The most important part of music are the memories and the community it can create, even if the music itself doesn’t go beyond the reach of your hometown. That being said, the release of the debut eponymous EP from Cora Monroe is kind of a big, wistful deal if you came of age in the Massachusetts emo-core scene throughout the early 2000s, with the band being one of the 413’s small town success stories in releasing two great efforts in 2002’s Trust EP and their 2003 debut full-length, What Could Have Been.
In some respect, that title proved to be a self-prophecy to a certain extent given that the emo wave crested soon after, but if J Mascis was rumored to have heard it in Westhampton’s Slaughterhouse Recording Studio where it came to be and thought it sounded great, then that’s a win enough. I Am Disaster also came to define the area’s DIY scene culture while holding a warm kinship across genre lines with the area’s much more brutalist hardcore and metalcore artists (many a member of the Acacia Strain, Killswitch Engage, and All That Remains either played with members of I Am Disaster in some other form, regarded them as buds, or even taught them how to play.) They would go on to open up for the likes of Boston great Piebald, be listed above My Chemical Romance on local fest lineups, and even had a pre-fame Paramore open up for them.
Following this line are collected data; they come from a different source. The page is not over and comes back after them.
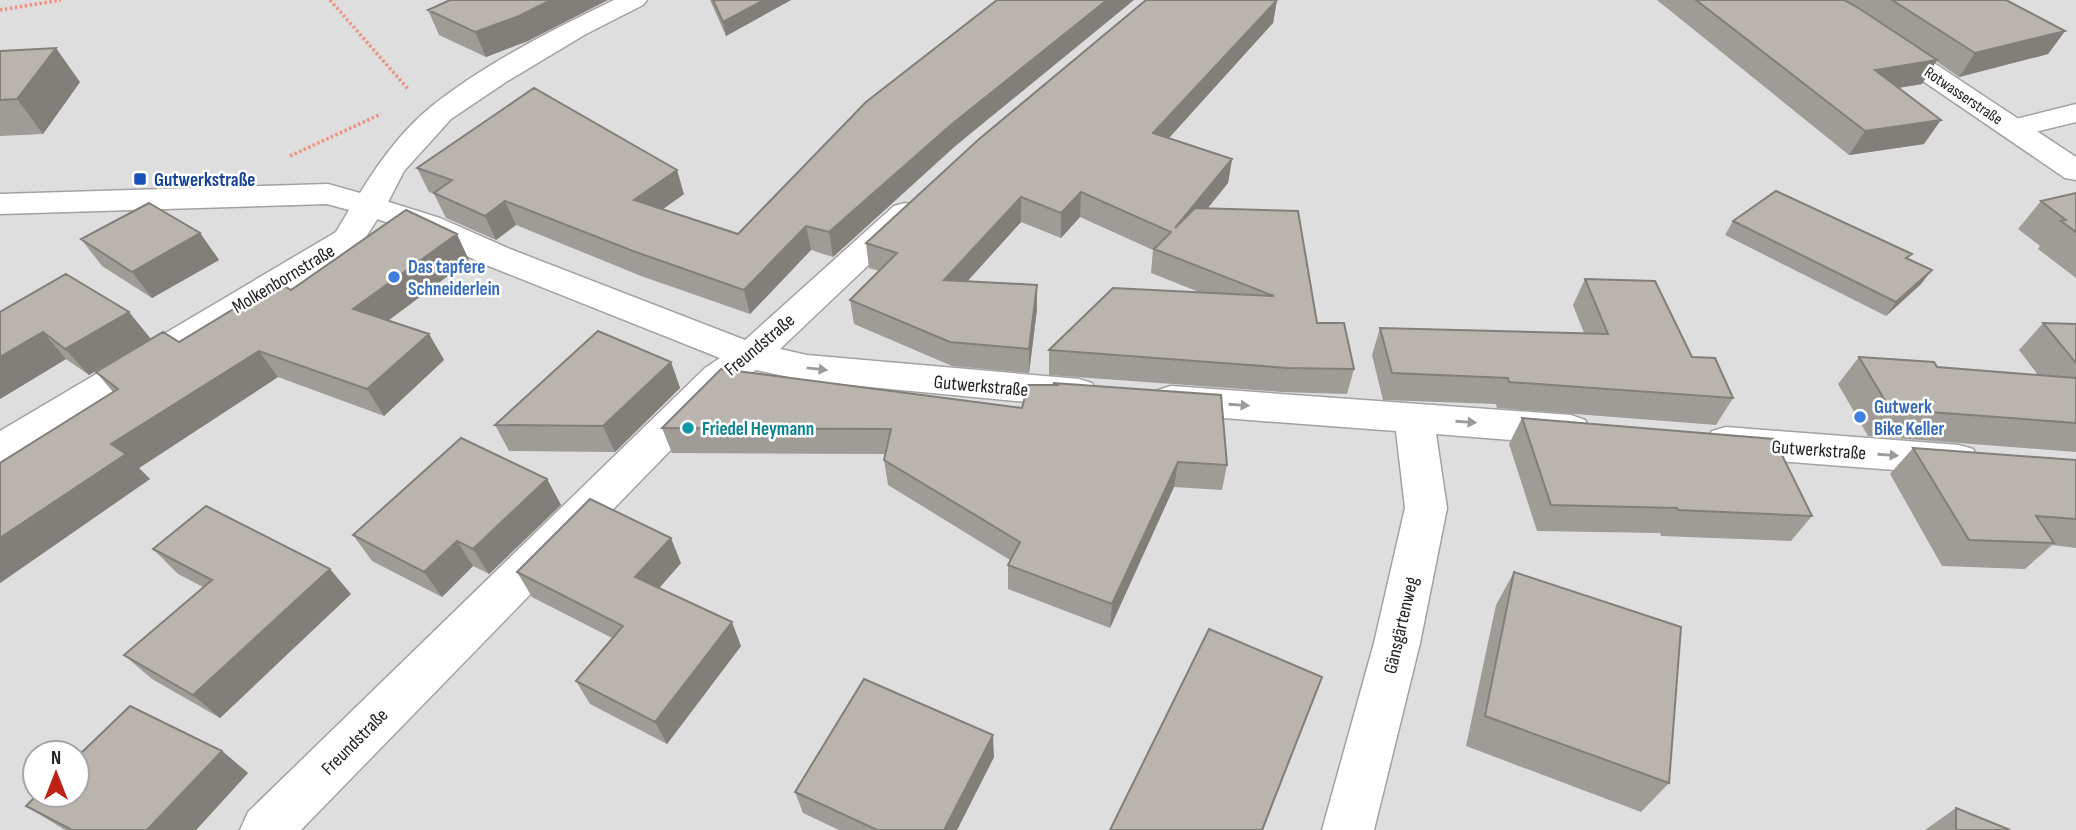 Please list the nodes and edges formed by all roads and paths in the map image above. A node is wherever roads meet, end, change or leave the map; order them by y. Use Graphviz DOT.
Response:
graph roads {
  1 [pos="61,0"];
  2 [pos="330,0"];
  3 [pos="634,0"];
  4 [pos="1814,0"];
  5 [pos="0,10"];
  6 [pos="417,98"];
  7 [pos="441,113"];
  8 [pos="2076,113"];
  9 [pos="2015,128"];
  10 [pos="2076,171"];
  11 [pos="927,192"];
  12 [pos="252,196"];
  13 [pos="0,204"];
  14 [pos="370,206"];
  15 [pos="750,356"];
  16 [pos="1414,418"];
  17 [pos="1607,433"];
  18 [pos="1690,439"];
  19 [pos="0,450"];
  20 [pos="1993,463"];
  21 [pos="266,830"];
  22 [pos="1348,830"];
  1 -- 5 [label="path"];
  2 -- 6 [label="path"];
  3 -- 7 [label="street, Molkenbornstraße"];
  4 -- 9 [label="street, Rotwasserstraße"];
  6 -- 7 [label="path"];
  6 -- 12 [label="path"];
  7 -- 14 [label="street, Molkenbornstraße"];
  8 -- 9 [label="street"];
  9 -- 10 [label="street, Rotwasserstraße"];
  11 -- 15 [label="street, Freundstraße"];
  12 -- 13 [label="street, Gutwerkstraße"];
  12 -- 14 [label="street, Gutwerkstraße"];
  14 -- 15 [label="street, Gutwerkstraße"];
  14 -- 19 [label="street, Molkenbornstraße"];
  15 -- 16 [label="street, Gutwerkstraße, one-way"];
  15 -- 21 [label="street, Freundstraße"];
  16 -- 17 [label="street, Gutwerkstraße, one-way"];
  16 -- 22 [label="street, Gänsgärtenweg"];
  18 -- 20 [label="street, Gutwerkstraße, one-way"];
} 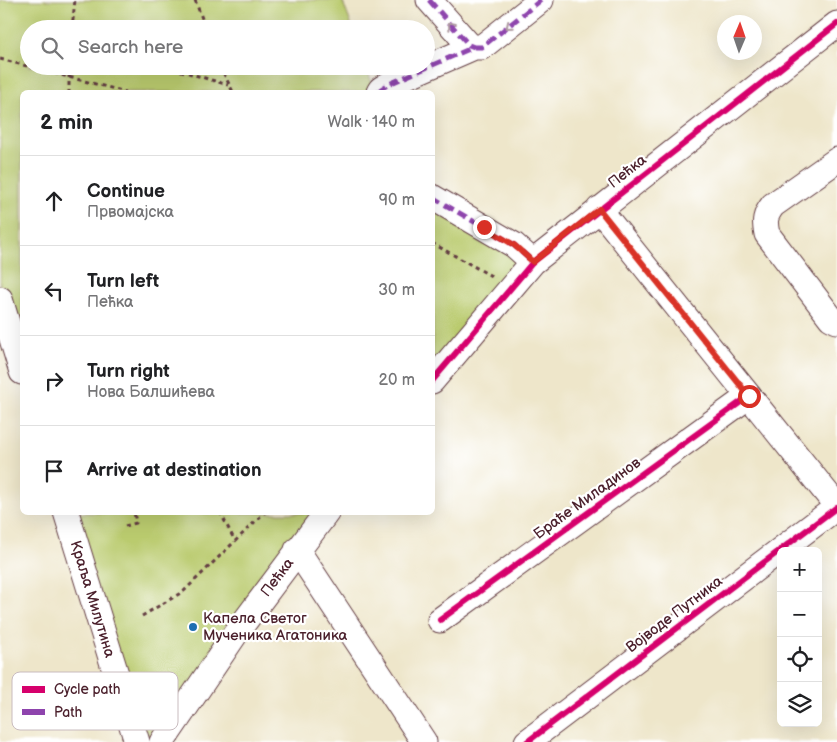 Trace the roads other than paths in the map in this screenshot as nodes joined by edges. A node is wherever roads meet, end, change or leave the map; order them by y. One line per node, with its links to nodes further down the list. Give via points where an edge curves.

If you’ve never heard of them, consider this their lore. Over a decade and a half later, former band members in vocalist and guitarist Bill Toland, guitarist RD Blakeslee, and drummer Jason Roy have reunited alongside former Yucky Octopuss bassist Darren Masloski in this next chapter (and it should also be noted that original IAD bassist Matty Davis is here in visual spirit, creating the album artwork with his singular aesthetic that can be seen in galleries and murals through Colorado and the Bay Area) in what feels like no time has passed since what should have been, but also in a wiser collective vision of crafting emo, post-hardcore, and grungy alt-rock through their sonic vessel and in earnest as a labor of love — the sad kind, of course.
You can’t help but praise these elder emo millennials for showing today’s fifth wavers how to brandish influences — in this case, a worship of Sunny Day Real Estate, American Football, Thursday, Nirvana, and that certain white light bulb glow ruminating from early chapters of The Emo Diaries — while making the story your own. Toland’s voice, be it in somber ache or tearing the sky with his screams, defies the aging process, and more than anything, their approach to emo-core from their lived-and-traveled vantage point is a reminder of the lost art of loud guitar breakdowns and well calculated time-sig switch that tower a listen’s intensity.
It’s a sound so sorely missed within today’s soft-bodied shells from the scene, and while aren’t aiming to make it onto big stages like they were when they were half their age, let this be a reminder that above all, true art and community always prevail in giving you exactly what you need the most out of music if you just let it happen on its own timing.
Highlights: “Angel Dress”, “A Way Through”, “Snow Song”
Cora Monroe’s Cora Monroe is available now.